* Exercise brief
List the lines of this listing that hold the word "ring".

* Stored data
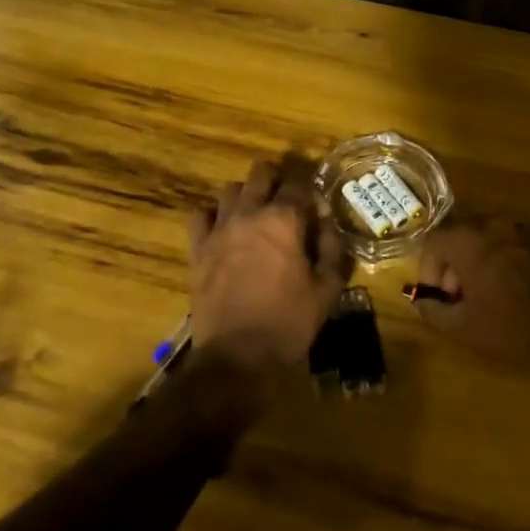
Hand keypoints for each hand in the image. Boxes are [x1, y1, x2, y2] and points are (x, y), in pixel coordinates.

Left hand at [188, 154, 348, 370]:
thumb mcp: (327, 288)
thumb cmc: (289, 321)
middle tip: (286, 202)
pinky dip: (212, 215)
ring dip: (245, 194)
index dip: (311, 193)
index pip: (299, 185)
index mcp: (284, 219)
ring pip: (230, 190)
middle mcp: (250, 213)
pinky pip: (200, 215)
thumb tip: (327, 223)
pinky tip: (223, 228)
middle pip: (261, 175)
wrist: (238, 355)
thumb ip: (331, 248)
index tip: (317, 211)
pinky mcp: (198, 249)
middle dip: (276, 181)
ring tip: (255, 212)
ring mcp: (219, 229)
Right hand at [415, 220, 529, 368]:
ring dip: (475, 263)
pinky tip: (504, 291)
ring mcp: (519, 233)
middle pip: (459, 237)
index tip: (438, 296)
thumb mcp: (458, 326)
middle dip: (452, 265)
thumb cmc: (503, 328)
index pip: (434, 241)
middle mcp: (492, 227)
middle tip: (456, 297)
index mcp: (468, 241)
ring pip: (484, 241)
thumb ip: (431, 309)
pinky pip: (507, 247)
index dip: (429, 269)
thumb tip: (421, 301)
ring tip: (480, 295)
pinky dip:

* Exercise result
ring dip: (245, 194)
ring pip: (230, 190)
ring tip: (255, 212)
ring mcp: (219, 229)
ring dip: (475, 263)
ring mcp: (519, 233)
ring pip: (484, 241)
ring tip: (480, 295)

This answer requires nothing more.